IHDS-II survey gathered information on the type of health care provider seen by women at any point during their last pregnancy. A woman was considered exposed to an ASHA if she reported that an ASHA assisted her in response to at least one of the following questions: “Where did you get a pregnancy card made?”; “Did you get help from anyone for making a pregnancy card/registration?”; “Who visited you when you were pregnant?”; “Who facilitated or motivated you to go to a health facility for delivery?”; and “Who arranged the transportation to take you to the health facility for delivery?”. We explored three specifications for defining the exposure: (S1) Cluster-level “intensity” of ASHA exposure was calculated as number of women who reported exposure to an ASHA in a cluster during the last birth divided by the total number of eligible women who had a birth in 6 years preceding the survey in the cluster. This measure takes a value between 0 and 1 and captures direct individual exposure to an ASHA, as well as indirect effect that may result from the presence of an ASHA within the community. (S2) All women in clusters in which at least one woman reported seeing an ASHA received a value of “exposed” (i.e., 1). (S3) Women received a value of either 0 or 1 depending on their individual reported exposure.
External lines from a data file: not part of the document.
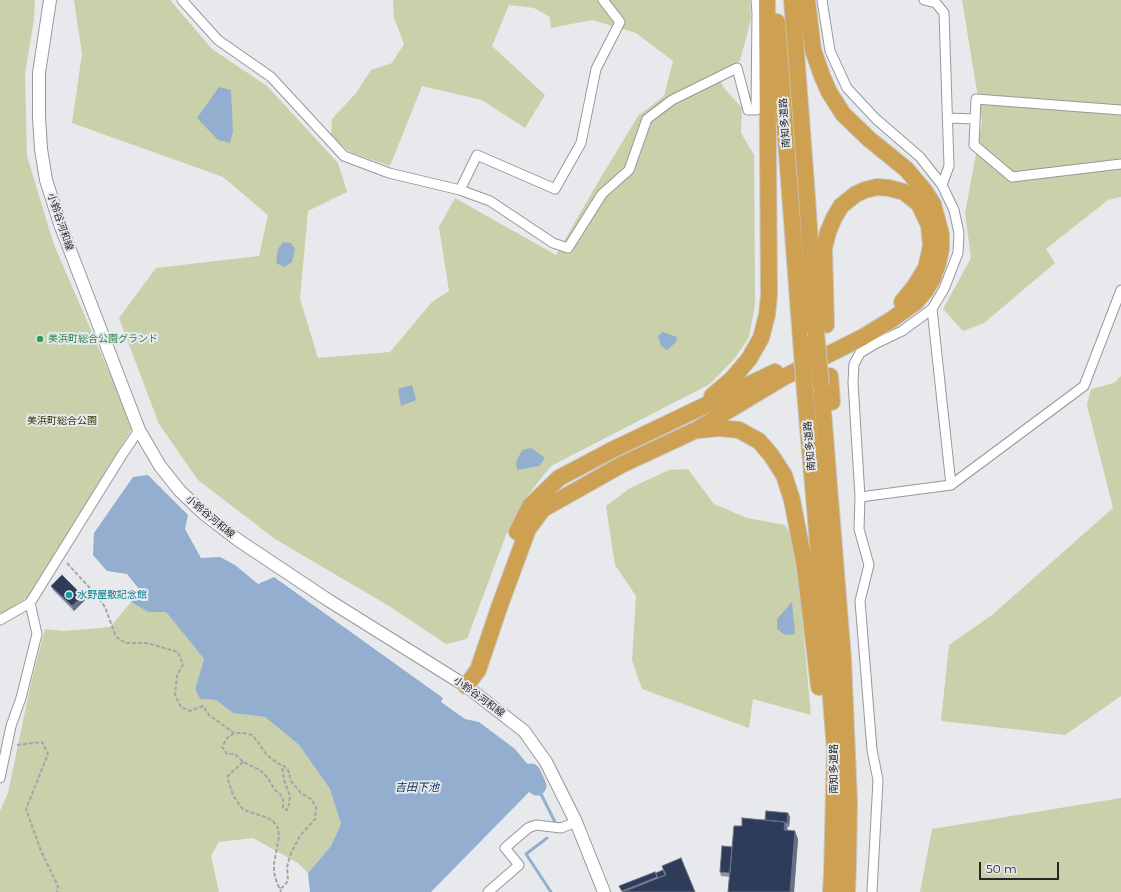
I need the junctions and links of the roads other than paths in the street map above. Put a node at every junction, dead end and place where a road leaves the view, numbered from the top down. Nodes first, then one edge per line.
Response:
1 (50, 0) edge
2 (182, 0) edge
3 (604, 0) edge
4 (756, 0) edge
5 (767, 0) edge
6 (776, 0) edge
7 (792, 0) edge
8 (807, 0) edge
9 (822, 0) edge
10 (924, 0) edge
11 (1121, 110) edge
12 (948, 118) junction
13 (975, 119) junction
14 (1121, 164) edge
15 (942, 185) junction
16 (460, 190) junction
17 (1121, 290) edge
18 (932, 309) junction
19 (821, 328) junction
20 (693, 410) junction
21 (139, 430) junction
22 (696, 430) junction
23 (951, 485) junction
24 (860, 497) junction
25 (30, 603) junction
26 (0, 620) edge
27 (466, 686) junction
28 (835, 750) junction
29 (0, 778) edge
30 (576, 822) junction
31 (488, 892) edge
32 (604, 892) edge
33 (831, 892) edge
34 (847, 892) edge
35 (872, 892) edge

1 - 21 main road, 小鈴谷河和線
2 - 16 street
3 - 16 street
4 - 16 street
5 - 20 highway
6 - 28 highway, 南知多道路, bridge
7 - 19 highway, 南知多道路
8 - 22 highway
9 - 15 street
10 - 12 street
11 - 13 street
12 - 13 street
12 - 15 street
13 - 14 street
15 - 18 street
17 - 23 street
18 - 23 street
18 - 24 street
19 - 20 highway
19 - 34 highway, 南知多道路, bridge
20 - 27 highway
21 - 25 street
21 - 27 main road, 小鈴谷河和線
22 - 27 highway
22 - 28 highway
23 - 24 street
24 - 35 street
25 - 26 street
25 - 29 street
27 - 30 main road, 小鈴谷河和線
28 - 33 highway, 南知多道路
30 - 31 street
30 - 32 main road, 小鈴谷河和線

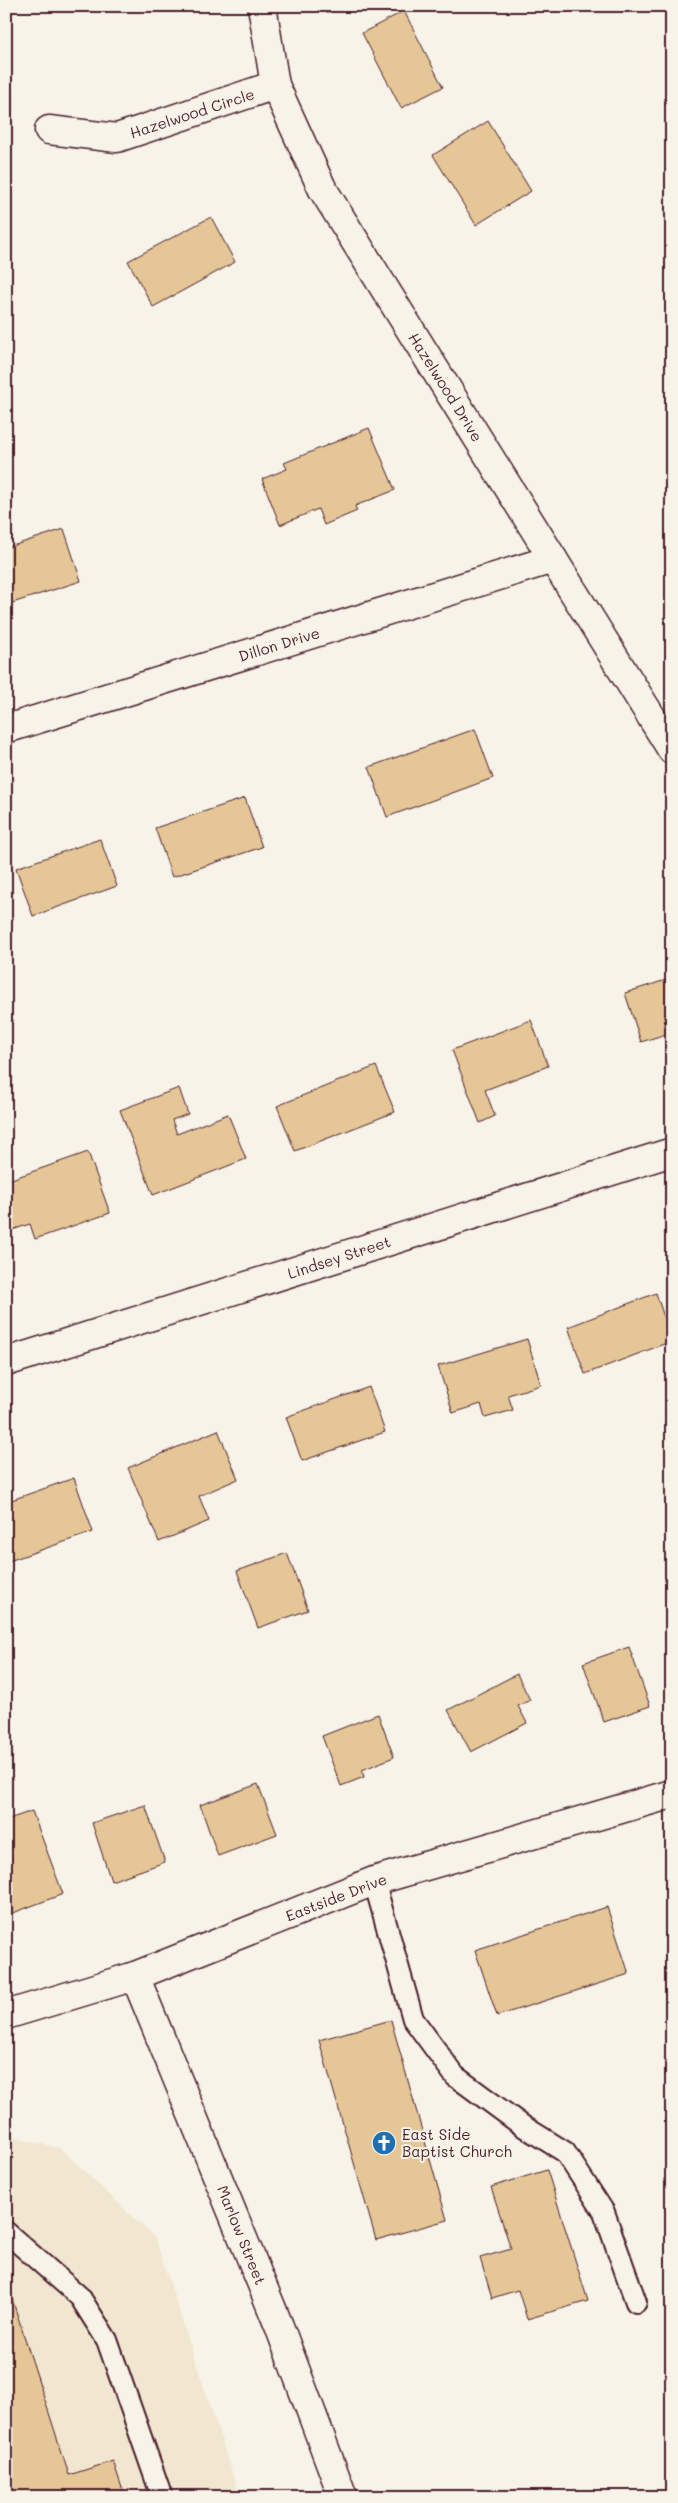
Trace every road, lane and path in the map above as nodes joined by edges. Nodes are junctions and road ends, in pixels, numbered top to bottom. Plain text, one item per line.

Characteristics of the women who report receipt of ASHA services

To understand whether the ASHA program is reaching its target population, we calculated the uptake of the program nationally, disaggregated by demographic characteristics, based on self-reported ASHA exposure (S3) using IHDS-II data. To understand whether ASHAs are differentially used by individuals belonging to a certain demographic in areas where the ASHA program is active, we restricted the analysis to only those clusters where ASHA services were reported. We used logistic regression to investigate the association between a range of individual and household characteristics and receipt of ASHA services in clusters where an ASHA has been reported. We estimated this model at the national level and separately for rural areas and high-focus states.
The logistic models account for sociodemographic characteristics of the women—including maternal age (15–19, 20–24, 25–29, 30–34, 35–39, 40–49 years), maternal education (1–5 years, secondary 6–11 years, 12 years or more of education), maternal caste (upper/forward caste, scheduled caste (SC), scheduled tribe (ST), other backward caste (OBC)), religion (Hindu, Muslim, other religions), parity, and household wealth index. OBC, SC, and ST are official Government of India caste classifications for minority groups of historically disadvantaged people. Continued disparities by caste exist in education, income, and social networks. We used polychoric principal component analysis (PCA) to estimate household wealth using information about household asset ownership (bicycle, sewing machine, generator, mixer, motorcycle, television, air cooler, clock, fan, chair/table, cot, telephone, mobile phone) and household characteristics (type of cooking place, type of toilet, availability of electricity, type of chulha (hearth), water source, wall type, roof type, floor type) from the IHDS household surveys. The polychoric procedure, unlike the standard PCA, retains ordinal variables without breaking them into dummy variables [28]. The first component of the polychoric PCA was used to create wealth quintiles, explaining 27% of the variance for the 2005 and 30% for the 2012 data.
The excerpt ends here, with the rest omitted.